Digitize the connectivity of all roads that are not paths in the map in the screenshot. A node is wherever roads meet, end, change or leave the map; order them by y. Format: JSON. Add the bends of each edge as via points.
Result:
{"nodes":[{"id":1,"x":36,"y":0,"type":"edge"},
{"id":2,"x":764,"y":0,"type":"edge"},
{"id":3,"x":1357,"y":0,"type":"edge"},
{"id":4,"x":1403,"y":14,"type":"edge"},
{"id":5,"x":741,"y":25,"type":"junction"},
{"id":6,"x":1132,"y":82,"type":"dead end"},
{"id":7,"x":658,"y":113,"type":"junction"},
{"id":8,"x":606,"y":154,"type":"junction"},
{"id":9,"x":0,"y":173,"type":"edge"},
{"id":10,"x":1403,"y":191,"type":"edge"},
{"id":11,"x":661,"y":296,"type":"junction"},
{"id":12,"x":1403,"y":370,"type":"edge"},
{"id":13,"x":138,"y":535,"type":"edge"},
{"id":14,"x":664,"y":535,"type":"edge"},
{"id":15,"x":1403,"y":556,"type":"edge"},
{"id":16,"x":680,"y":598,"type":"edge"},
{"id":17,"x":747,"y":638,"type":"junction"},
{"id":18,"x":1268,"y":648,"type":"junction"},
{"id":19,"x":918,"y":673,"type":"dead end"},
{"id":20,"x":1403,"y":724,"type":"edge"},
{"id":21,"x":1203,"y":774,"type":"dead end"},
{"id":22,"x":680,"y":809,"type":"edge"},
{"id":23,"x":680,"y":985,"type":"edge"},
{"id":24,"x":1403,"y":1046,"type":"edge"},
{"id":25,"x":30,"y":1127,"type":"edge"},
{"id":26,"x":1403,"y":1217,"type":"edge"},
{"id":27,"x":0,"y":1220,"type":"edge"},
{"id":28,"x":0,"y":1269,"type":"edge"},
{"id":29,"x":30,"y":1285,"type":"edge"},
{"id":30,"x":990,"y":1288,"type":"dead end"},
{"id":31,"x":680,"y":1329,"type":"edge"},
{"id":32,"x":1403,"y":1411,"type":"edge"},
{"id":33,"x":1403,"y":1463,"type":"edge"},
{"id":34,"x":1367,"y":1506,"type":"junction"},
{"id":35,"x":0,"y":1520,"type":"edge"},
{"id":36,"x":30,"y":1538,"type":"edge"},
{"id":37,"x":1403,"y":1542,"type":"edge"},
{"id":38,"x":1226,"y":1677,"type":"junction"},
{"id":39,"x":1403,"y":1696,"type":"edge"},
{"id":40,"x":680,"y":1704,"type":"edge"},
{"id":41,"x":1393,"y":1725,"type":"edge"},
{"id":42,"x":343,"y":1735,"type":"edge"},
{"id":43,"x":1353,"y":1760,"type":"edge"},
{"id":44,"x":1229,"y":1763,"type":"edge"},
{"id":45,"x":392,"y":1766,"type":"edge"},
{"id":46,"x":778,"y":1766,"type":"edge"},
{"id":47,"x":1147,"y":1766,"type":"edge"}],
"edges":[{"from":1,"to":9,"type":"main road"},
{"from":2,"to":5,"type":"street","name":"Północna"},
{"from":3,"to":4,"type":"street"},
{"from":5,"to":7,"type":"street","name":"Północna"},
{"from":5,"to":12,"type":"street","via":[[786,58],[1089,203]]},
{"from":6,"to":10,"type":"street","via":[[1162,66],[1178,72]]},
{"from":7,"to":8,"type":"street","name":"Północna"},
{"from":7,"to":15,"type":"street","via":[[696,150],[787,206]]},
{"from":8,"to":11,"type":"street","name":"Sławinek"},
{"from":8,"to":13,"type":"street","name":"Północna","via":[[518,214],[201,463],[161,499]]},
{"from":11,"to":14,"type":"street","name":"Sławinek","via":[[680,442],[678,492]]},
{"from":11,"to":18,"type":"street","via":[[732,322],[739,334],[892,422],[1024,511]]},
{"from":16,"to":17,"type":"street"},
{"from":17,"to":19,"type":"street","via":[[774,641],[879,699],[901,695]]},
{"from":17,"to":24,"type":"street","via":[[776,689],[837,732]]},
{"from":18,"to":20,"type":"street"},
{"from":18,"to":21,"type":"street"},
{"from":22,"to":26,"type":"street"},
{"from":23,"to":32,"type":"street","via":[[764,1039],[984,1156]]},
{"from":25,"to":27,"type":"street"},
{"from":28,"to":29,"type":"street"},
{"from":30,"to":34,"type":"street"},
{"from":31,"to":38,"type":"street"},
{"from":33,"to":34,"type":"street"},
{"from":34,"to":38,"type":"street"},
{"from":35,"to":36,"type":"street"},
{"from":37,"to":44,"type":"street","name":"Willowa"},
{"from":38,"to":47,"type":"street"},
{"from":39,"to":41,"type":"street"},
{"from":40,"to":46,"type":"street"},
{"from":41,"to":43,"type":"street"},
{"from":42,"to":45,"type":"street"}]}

> [Exercise aim] Write the whole listing out again exactly.

> [Response to the exercise]
Digitize the connectivity of all roads that are not paths in the map in the screenshot. A node is wherever roads meet, end, change or leave the map; order them by y. Format: JSON. Add the bends of each edge as via points.
Result:
{"nodes":[{"id":1,"x":36,"y":0,"type":"edge"},
{"id":2,"x":764,"y":0,"type":"edge"},
{"id":3,"x":1357,"y":0,"type":"edge"},
{"id":4,"x":1403,"y":14,"type":"edge"},
{"id":5,"x":741,"y":25,"type":"junction"},
{"id":6,"x":1132,"y":82,"type":"dead end"},
{"id":7,"x":658,"y":113,"type":"junction"},
{"id":8,"x":606,"y":154,"type":"junction"},
{"id":9,"x":0,"y":173,"type":"edge"},
{"id":10,"x":1403,"y":191,"type":"edge"},
{"id":11,"x":661,"y":296,"type":"junction"},
{"id":12,"x":1403,"y":370,"type":"edge"},
{"id":13,"x":138,"y":535,"type":"edge"},
{"id":14,"x":664,"y":535,"type":"edge"},
{"id":15,"x":1403,"y":556,"type":"edge"},
{"id":16,"x":680,"y":598,"type":"edge"},
{"id":17,"x":747,"y":638,"type":"junction"},
{"id":18,"x":1268,"y":648,"type":"junction"},
{"id":19,"x":918,"y":673,"type":"dead end"},
{"id":20,"x":1403,"y":724,"type":"edge"},
{"id":21,"x":1203,"y":774,"type":"dead end"},
{"id":22,"x":680,"y":809,"type":"edge"},
{"id":23,"x":680,"y":985,"type":"edge"},
{"id":24,"x":1403,"y":1046,"type":"edge"},
{"id":25,"x":30,"y":1127,"type":"edge"},
{"id":26,"x":1403,"y":1217,"type":"edge"},
{"id":27,"x":0,"y":1220,"type":"edge"},
{"id":28,"x":0,"y":1269,"type":"edge"},
{"id":29,"x":30,"y":1285,"type":"edge"},
{"id":30,"x":990,"y":1288,"type":"dead end"},
{"id":31,"x":680,"y":1329,"type":"edge"},
{"id":32,"x":1403,"y":1411,"type":"edge"},
{"id":33,"x":1403,"y":1463,"type":"edge"},
{"id":34,"x":1367,"y":1506,"type":"junction"},
{"id":35,"x":0,"y":1520,"type":"edge"},
{"id":36,"x":30,"y":1538,"type":"edge"},
{"id":37,"x":1403,"y":1542,"type":"edge"},
{"id":38,"x":1226,"y":1677,"type":"junction"},
{"id":39,"x":1403,"y":1696,"type":"edge"},
{"id":40,"x":680,"y":1704,"type":"edge"},
{"id":41,"x":1393,"y":1725,"type":"edge"},
{"id":42,"x":343,"y":1735,"type":"edge"},
{"id":43,"x":1353,"y":1760,"type":"edge"},
{"id":44,"x":1229,"y":1763,"type":"edge"},
{"id":45,"x":392,"y":1766,"type":"edge"},
{"id":46,"x":778,"y":1766,"type":"edge"},
{"id":47,"x":1147,"y":1766,"type":"edge"}],
"edges":[{"from":1,"to":9,"type":"main road"},
{"from":2,"to":5,"type":"street","name":"Północna"},
{"from":3,"to":4,"type":"street"},
{"from":5,"to":7,"type":"street","name":"Północna"},
{"from":5,"to":12,"type":"street","via":[[786,58],[1089,203]]},
{"from":6,"to":10,"type":"street","via":[[1162,66],[1178,72]]},
{"from":7,"to":8,"type":"street","name":"Północna"},
{"from":7,"to":15,"type":"street","via":[[696,150],[787,206]]},
{"from":8,"to":11,"type":"street","name":"Sławinek"},
{"from":8,"to":13,"type":"street","name":"Północna","via":[[518,214],[201,463],[161,499]]},
{"from":11,"to":14,"type":"street","name":"Sławinek","via":[[680,442],[678,492]]},
{"from":11,"to":18,"type":"street","via":[[732,322],[739,334],[892,422],[1024,511]]},
{"from":16,"to":17,"type":"street"},
{"from":17,"to":19,"type":"street","via":[[774,641],[879,699],[901,695]]},
{"from":17,"to":24,"type":"street","via":[[776,689],[837,732]]},
{"from":18,"to":20,"type":"street"},
{"from":18,"to":21,"type":"street"},
{"from":22,"to":26,"type":"street"},
{"from":23,"to":32,"type":"street","via":[[764,1039],[984,1156]]},
{"from":25,"to":27,"type":"street"},
{"from":28,"to":29,"type":"street"},
{"from":30,"to":34,"type":"street"},
{"from":31,"to":38,"type":"street"},
{"from":33,"to":34,"type":"street"},
{"from":34,"to":38,"type":"street"},
{"from":35,"to":36,"type":"street"},
{"from":37,"to":44,"type":"street","name":"Willowa"},
{"from":38,"to":47,"type":"street"},
{"from":39,"to":41,"type":"street"},
{"from":40,"to":46,"type":"street"},
{"from":41,"to":43,"type":"street"},
{"from":42,"to":45,"type":"street"}]}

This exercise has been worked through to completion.